Wealth Bubble Leaves U.S. Economy in Uncharted Territory

There have been numerous signs that the U.S. is likely to go through another major recession at some point. And regardless of when or if a recession happens, it won’t change the fact that the U.S. economy is already in hot water.

At MarketWatch, the “hot water” is explained in terms of a U.S. “wealth bubble” that reveals a peculiar pattern:

Today the United States sits in the midst of the largest wealth bubble in post-World War II history, as measured by household net worth (or wealth) relative to gross domestic product. As I showed in detail recently in the Journal of Business Economics, only two other postwar bubbles come close, with peaks in 1999 and 2006, just prior to the tech stock crash and the Great Recession.

The largest wealth bubble (household net worth relative to GDP) is shown in a chart from the same article. (Shaded areas are recessions):

wealth bubble

As you can see at the bottom, the wealth bubble is “5 times the size” of the GDP.

But notice how the wealth bubble “pops” just before the 2000 and 2008 recessions. If you look at the end of the blue line, it appears the largest wealth bubble since World War II may already be popping.

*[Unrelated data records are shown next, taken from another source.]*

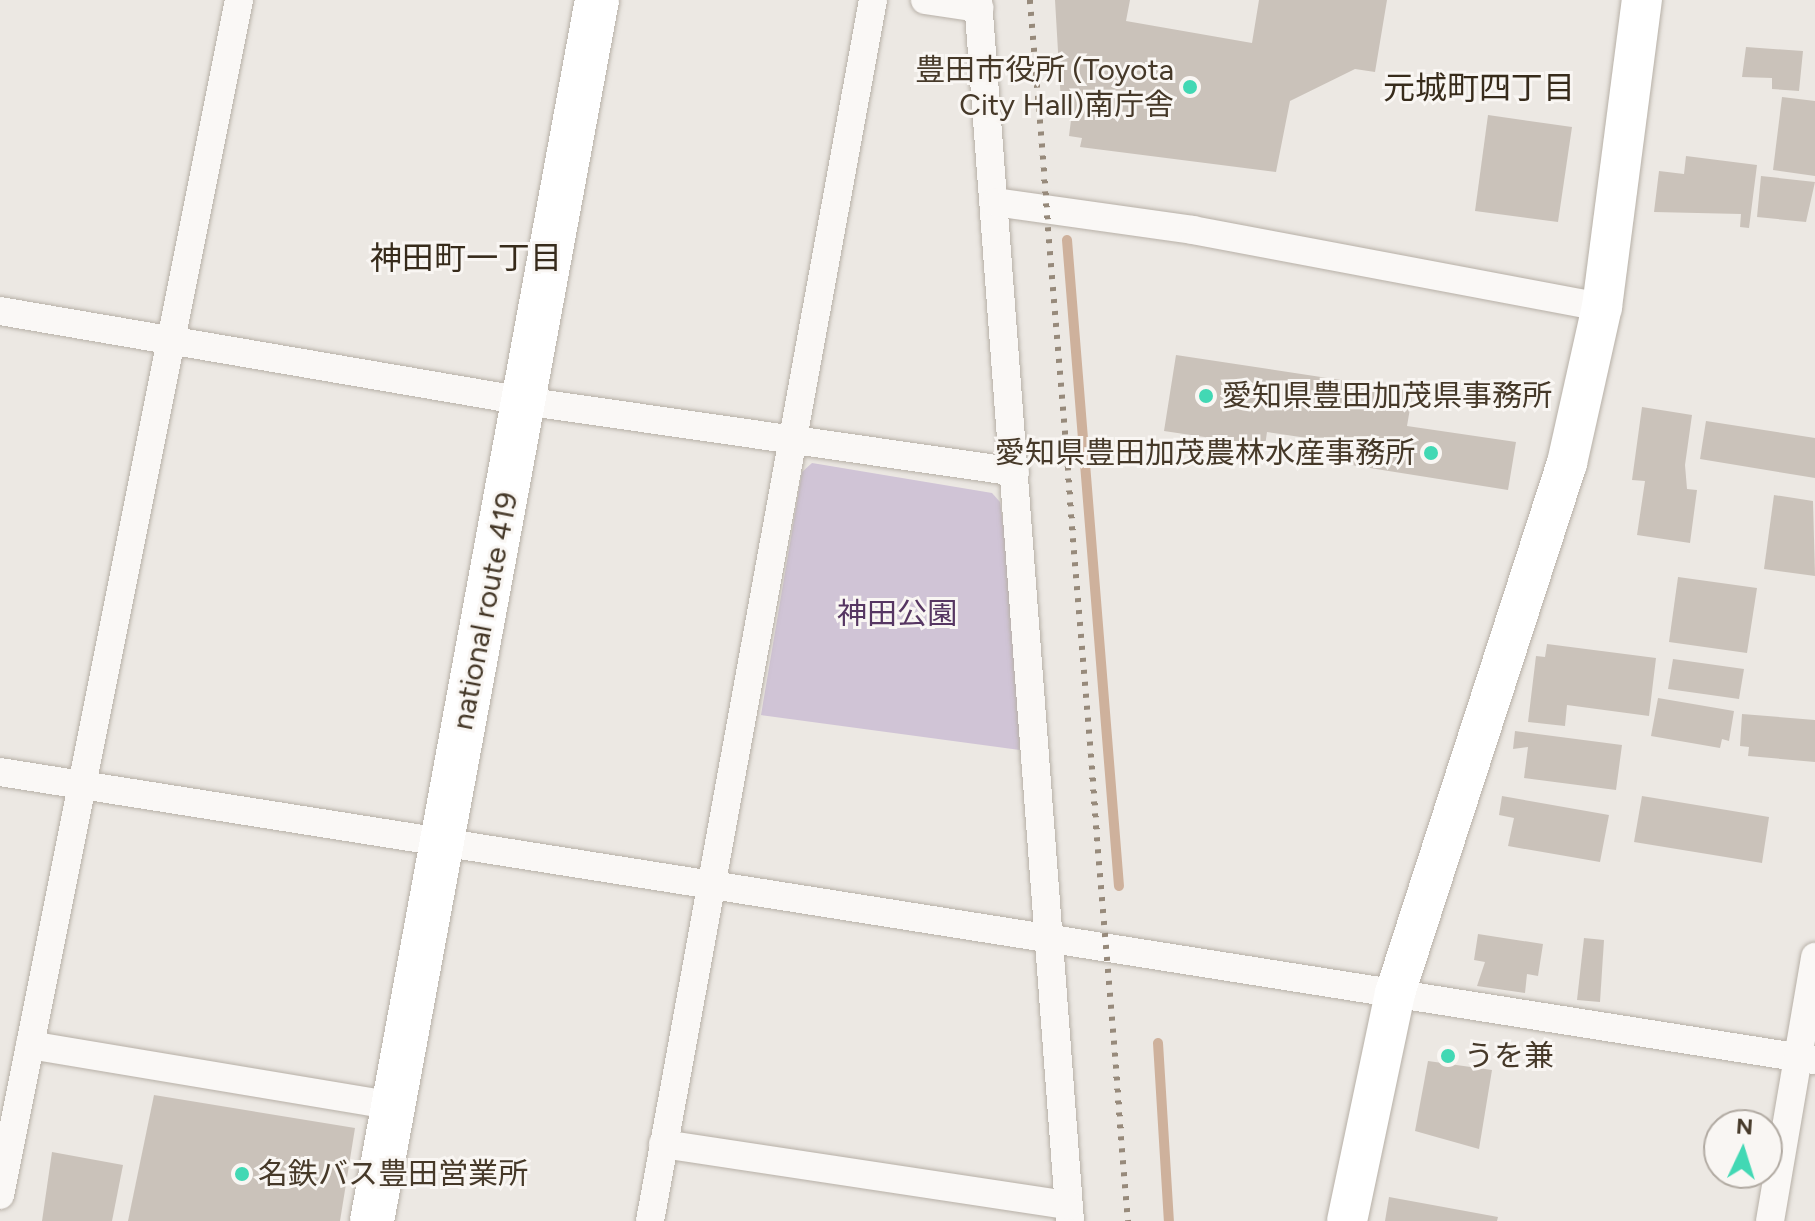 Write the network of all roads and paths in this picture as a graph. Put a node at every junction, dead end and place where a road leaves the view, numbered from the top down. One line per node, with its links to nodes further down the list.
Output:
1 (239, 0): 10 (street)
2 (597, 0): 11 (highway, national route 419)
3 (873, 0): 12 (street)
4 (925, 0): 6 (street)
5 (1642, 0): 8 (street)
6 (978, 4): 7 (street)
7 (995, 202): 8 (street); 13 (street)
8 (1602, 307): 20 (street)
9 (0, 311): 10 (street)
10 (174, 339): 11 (street); 15 (street)
11 (524, 401): 12 (street); 16 (highway, national route 419)
12 (793, 438): 13 (street); 17 (street)
13 (1015, 472): 18 (street)
14 (0, 772): 15 (street)
15 (81, 786): 16 (street); 21 (street)
16 (442, 843): 17 (street); 23 (highway, national route 419)
17 (712, 880): 18 (street); 24 (street)
18 (1053, 938): 20 (street); 26 (street)
19 (1815, 957): 22 (street)
20 (1395, 993): 22 (street); 29 (street)
21 (30, 1045): 23 (street); 25 (street)
22 (1806, 1058): 30 (street)
23 (393, 1106): 27 (highway, national route 419)
24 (663, 1144): 26 (street); 28 (street)
25 (0, 1195)
26 (1069, 1213)
27 (372, 1221)
28 (650, 1221)
29 (1347, 1221)
30 (1770, 1221) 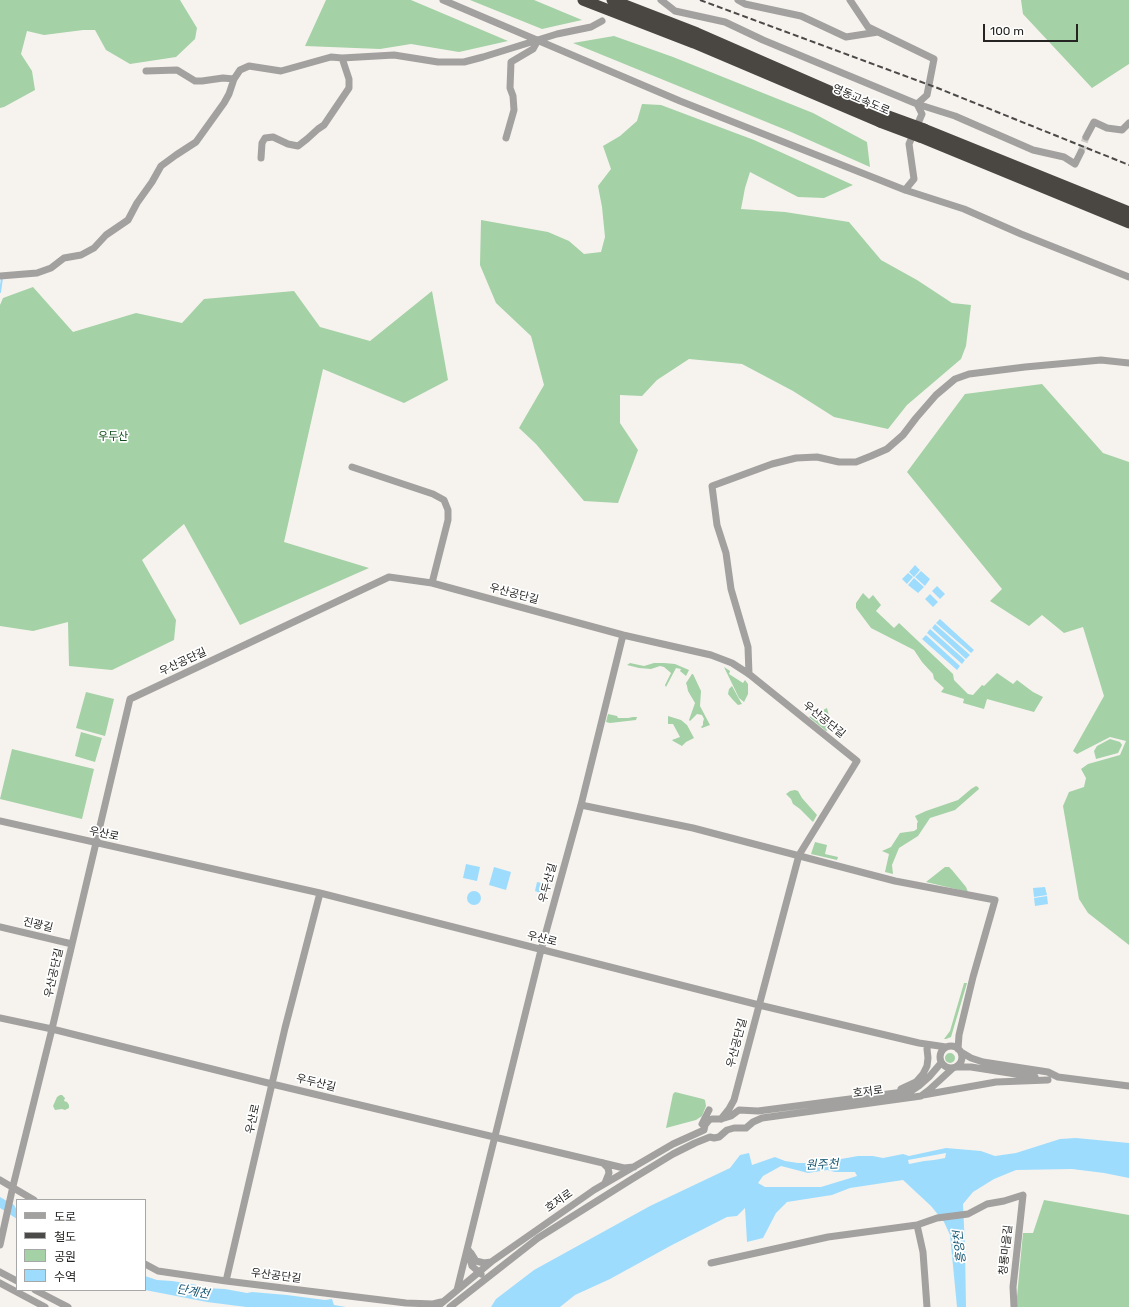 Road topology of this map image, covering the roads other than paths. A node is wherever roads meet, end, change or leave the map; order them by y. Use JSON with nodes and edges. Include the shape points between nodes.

Also notice how the green line dips before the 2000 tech stock “recession,” and the red line before the 2008 recession (caused mainly by subprime mortgages).

But according to the MarketWatch report, there’s another crucial detail to point out:

In both prior bubbles, the crashes led to a drop in the value of net worth to about 4 times GDP. Even that level remained high relative to prior history, since in no single quarter before 1998 had the household net worth-to-GDP ratio ever reached 4.0 or higher.